In Brazil, the prophylaxis treatment is offered by the Unified Health System (SUS) to all patients at no cost and with a SHL rFVIII (although a small proportion of patients still receive pdFVIII). Despite the full access to hemophilia treatment, in the past years there has been no incorporation of new technologies by the hemophilia program in the Brazilian Public National Health System (the Sistema Único de Saúde – SUS). Therefore, several unmet medical needs still exist. In this context, this study used a modified Delphi Panel, aiming to get the understanding and consensus of unmet medical needs, treatment patterns, frequency of infusions, dose and the role of the EHL rFVIII in the treatment of hemophilia A patients in Brazil, from the perspective of the SUS.

Materials and methodsDelphi method

Recognized as highly cooperative and effective,14 a consensus-based approach, was carried out applying a modified Delphi technique, which took place between July and September 2020. The Delphi technique is a methodology that seeks to reach consensus on the opinions of a group of respondents, who are specialists on a topic, through a series of structured questionnaires.15,16

Three rounds were performed for this Delphi Panel.

A structured questionnaire was applied for each participant individually and anonymously.

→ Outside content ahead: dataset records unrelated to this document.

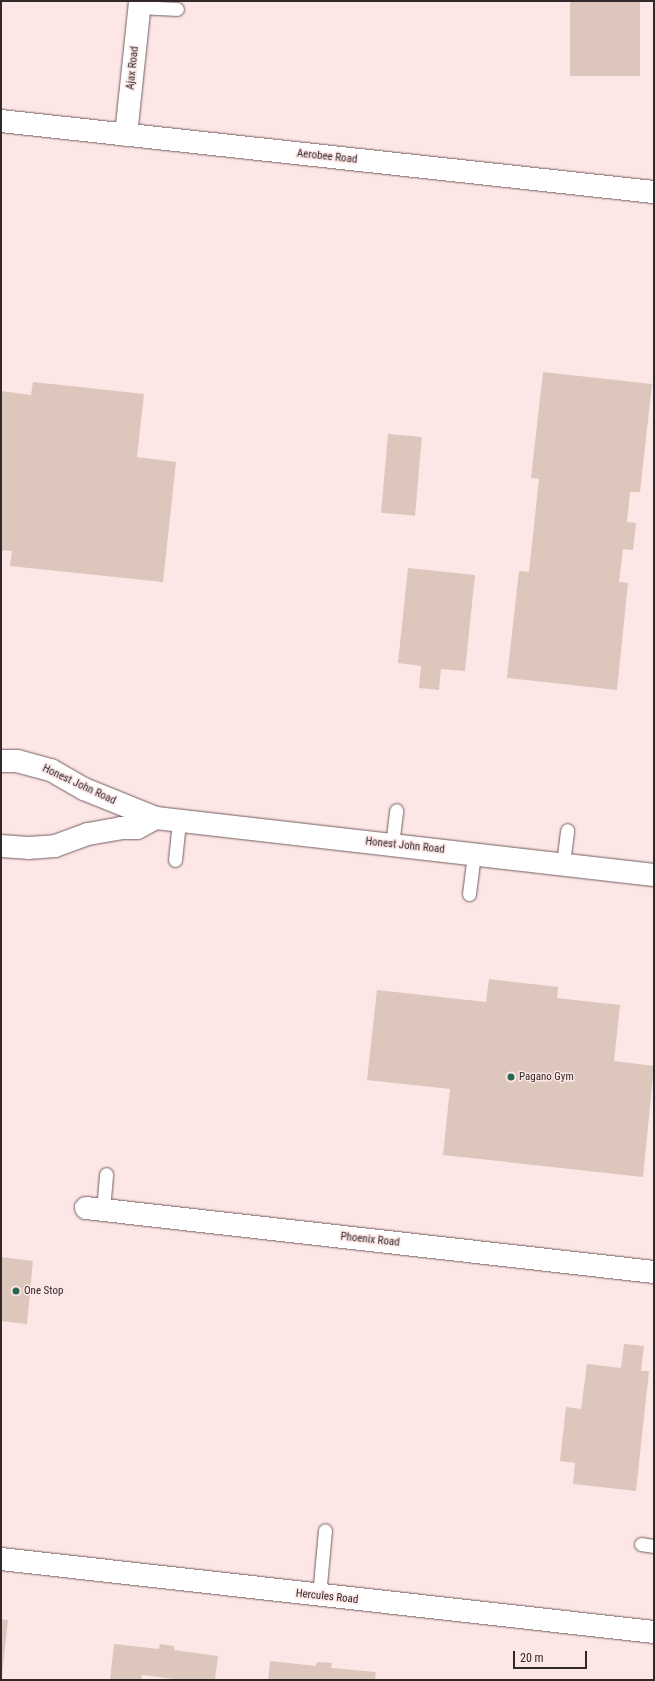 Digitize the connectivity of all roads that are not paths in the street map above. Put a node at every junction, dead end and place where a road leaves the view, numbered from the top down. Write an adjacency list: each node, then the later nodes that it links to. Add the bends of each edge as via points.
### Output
1 (139, 4): 2 (lane); 4 (street, Ajax Road)
2 (177, 9)
3 (1, 121): 4 (street, Aerobee Road)
4 (126, 135): 5 (street, Aerobee Road)
5 (654, 192)
6 (1, 761): 8 (street, Honest John Road, via 17,761 51,770 84,789)
7 (396, 810): 11 (lane)
8 (156, 818): 9 (street, Honest John Road); 12 (street, via 137,828 88,834 55,846)
9 (179, 821): 11 (street, Honest John Road); 14 (lane)
10 (567, 830): 15 (lane)
11 (392, 845): 13 (street, Honest John Road)
12 (1, 846)
13 (474, 854): 15 (street, Honest John Road); 17 (lane)
14 (176, 860)
15 (563, 864): 16 (street, Honest John Road)
16 (654, 875)
17 (469, 894)
18 (106, 1174): 19 (lane)
19 (94, 1209): 20 (street, Phoenix Road)
20 (654, 1272)
21 (325, 1530): 23 (lane)
22 (1, 1559): 23 (street, Hercules Road)
23 (319, 1596): 24 (street, Hercules Road)
24 (654, 1632)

Answers return to the interviewees in a summarized form, called feedback. The feedback was provided by a new questionnaire that was adjusted considering the answers received by each round. Subsequently, participants could see the group's answers in the previous round.17,18 The third and final round is a face-to-face meeting,19 that allows interaction between the panelists, to discuss and give further information to sustain their opinions.20

In the first and second rounds, participants answered an online questionnaire on the MS Forms® platform. In the third round, the participants answered questions and discussed them on an in-person group web meeting. The consensus was considered when at least 6 of the 7 participants agreed on the same response (majority).

Panelist recruitment

Aiming to get geographic representativeness of the whole country and reduce bias, seven physicians specialized in hemophilia A who work with patients in the SUS were selected from different states and cities, such as São Paulo, Espírito Santo, Pará and Paraná. The invitation was sent by email and a phone call was made to explain all the steps of the Delphi panel.

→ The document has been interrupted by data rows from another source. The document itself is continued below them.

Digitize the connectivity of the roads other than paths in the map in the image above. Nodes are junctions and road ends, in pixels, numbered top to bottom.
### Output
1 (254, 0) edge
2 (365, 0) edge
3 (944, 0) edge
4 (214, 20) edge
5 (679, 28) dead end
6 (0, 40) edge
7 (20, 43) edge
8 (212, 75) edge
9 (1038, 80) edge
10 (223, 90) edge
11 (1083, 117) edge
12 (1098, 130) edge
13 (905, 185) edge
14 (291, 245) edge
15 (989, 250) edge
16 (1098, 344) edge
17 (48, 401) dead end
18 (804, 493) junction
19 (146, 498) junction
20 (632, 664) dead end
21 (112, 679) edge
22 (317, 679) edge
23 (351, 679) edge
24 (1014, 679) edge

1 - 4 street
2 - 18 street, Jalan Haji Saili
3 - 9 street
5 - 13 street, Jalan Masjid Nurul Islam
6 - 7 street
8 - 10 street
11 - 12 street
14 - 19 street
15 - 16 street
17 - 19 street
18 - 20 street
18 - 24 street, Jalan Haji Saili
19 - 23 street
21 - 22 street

Literature review and questionnaire development

To develop the questionnaire, a literature search was performed to identify treatment patterns, frequency of infusions, dose and the use of the EHL rFVIII to address unmet medical needs regarding hemophilia A in Brazil. The search was carried out within bibliographic and gray literature databases, that included MEDLINE, ISPOR Scientific Presentations Database and LILACS BVS. Additionally, Brazilian Guidelines of Hemophilia were used.6 The search strategy combined keywords for “hemophilia”, “treatment”, “unmet needs”, “SHL rFVIII”, “EHL rFVIII” for English and Portuguese literature.

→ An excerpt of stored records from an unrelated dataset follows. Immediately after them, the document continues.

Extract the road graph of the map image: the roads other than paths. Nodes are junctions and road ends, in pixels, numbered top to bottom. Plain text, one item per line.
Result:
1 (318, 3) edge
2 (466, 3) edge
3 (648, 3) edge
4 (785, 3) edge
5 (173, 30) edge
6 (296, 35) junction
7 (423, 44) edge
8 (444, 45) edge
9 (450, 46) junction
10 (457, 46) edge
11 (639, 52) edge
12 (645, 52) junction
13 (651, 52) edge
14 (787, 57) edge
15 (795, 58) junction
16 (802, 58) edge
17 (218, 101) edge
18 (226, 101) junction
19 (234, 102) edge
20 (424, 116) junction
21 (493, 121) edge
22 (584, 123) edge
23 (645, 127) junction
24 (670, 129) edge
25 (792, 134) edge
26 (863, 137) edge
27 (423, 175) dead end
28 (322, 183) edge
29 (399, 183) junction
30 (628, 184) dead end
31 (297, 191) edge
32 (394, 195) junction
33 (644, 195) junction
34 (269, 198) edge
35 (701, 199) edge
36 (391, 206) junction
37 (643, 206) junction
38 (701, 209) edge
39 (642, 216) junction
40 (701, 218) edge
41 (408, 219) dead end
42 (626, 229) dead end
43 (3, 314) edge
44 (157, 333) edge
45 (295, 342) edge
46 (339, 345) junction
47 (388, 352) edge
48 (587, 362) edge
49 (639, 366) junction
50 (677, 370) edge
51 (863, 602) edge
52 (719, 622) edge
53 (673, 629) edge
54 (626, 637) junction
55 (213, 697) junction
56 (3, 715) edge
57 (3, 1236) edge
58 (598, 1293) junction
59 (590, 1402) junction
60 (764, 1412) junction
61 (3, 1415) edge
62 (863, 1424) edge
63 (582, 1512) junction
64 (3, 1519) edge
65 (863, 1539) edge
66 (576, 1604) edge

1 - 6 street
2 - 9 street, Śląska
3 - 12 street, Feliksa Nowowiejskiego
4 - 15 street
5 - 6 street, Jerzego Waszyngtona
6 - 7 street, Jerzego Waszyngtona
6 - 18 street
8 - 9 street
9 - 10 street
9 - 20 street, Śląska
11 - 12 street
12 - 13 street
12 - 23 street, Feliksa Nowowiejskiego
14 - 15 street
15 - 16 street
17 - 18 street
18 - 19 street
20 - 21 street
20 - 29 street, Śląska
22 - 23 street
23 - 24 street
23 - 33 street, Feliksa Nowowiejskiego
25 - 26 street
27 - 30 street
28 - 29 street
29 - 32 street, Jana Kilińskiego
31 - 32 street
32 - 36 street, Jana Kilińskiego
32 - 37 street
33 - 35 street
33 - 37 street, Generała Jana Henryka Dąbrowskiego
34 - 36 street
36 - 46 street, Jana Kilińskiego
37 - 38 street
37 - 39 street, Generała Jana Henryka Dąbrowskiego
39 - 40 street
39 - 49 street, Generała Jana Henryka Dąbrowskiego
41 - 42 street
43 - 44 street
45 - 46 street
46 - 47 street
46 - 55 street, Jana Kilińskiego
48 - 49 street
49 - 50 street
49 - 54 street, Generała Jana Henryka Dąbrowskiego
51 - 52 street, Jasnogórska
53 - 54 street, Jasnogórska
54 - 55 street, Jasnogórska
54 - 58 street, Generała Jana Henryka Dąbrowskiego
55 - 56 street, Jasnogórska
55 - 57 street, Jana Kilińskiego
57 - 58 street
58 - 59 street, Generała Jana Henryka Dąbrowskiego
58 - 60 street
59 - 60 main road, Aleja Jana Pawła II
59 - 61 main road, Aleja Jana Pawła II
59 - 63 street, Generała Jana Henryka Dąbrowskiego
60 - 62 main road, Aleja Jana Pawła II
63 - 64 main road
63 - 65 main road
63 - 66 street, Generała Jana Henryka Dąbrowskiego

Based on the literature review findings regarding the hemophilia A treatment, the questionnaire was divided into three parts: unmet medical needs and treatment adherence (challenges and possible improvements in the SUS); frequency of infusions and dose of the current treatment in the SUS, and; if the EHL rFVIII could address the identified unmet needs in the treatment of hemophilia A patients in Brazil.

Round 1

The first-round questionnaire was circulated by email to all 7 panelists, who had one week, from July 17 to 23, 2020, to respond. The first questionnaire prioritized open questions, utilizing an exploratory approach to avoid bias and the restriction of topics to be addressed in subsequent rounds. After the first round, the responses were compiled and analyzed.

Round 2

Based on the round 1 answer analysis, a feedback was provided to the panelist. The feedback consisted of an adjusted questionnaire by the first-round answers. From August 20 to 26, 2020, the panelists answered the second-round questionnaire, also sent by email. After the second round, the answers were analyzed and compiled for the final discussion.

Round 3

To obtain a consensus on the topics still open and validate those already obtained from the first two rounds, a face-to-face online meeting was performed. Based on the round 2 answer analysis, a questionnaire adjusted by the second-round answers was used as a discussion guide.

Results

The Delphi Panel identified unmet medical needs, treatment adherence challenges and possible aspects for improvement in the SUS, frequency of infusions and dose of the current treatment used in the SUS and how the EHL rFVIII could address the identified unmet needs in the treatment of hemophilia A patients in Brazil.

Participants

Physicians specialized in hemophilia A were invited to participate in the study. All participated in the first and second rounds, however, six panelists were able to participate in the third round through a videoconference.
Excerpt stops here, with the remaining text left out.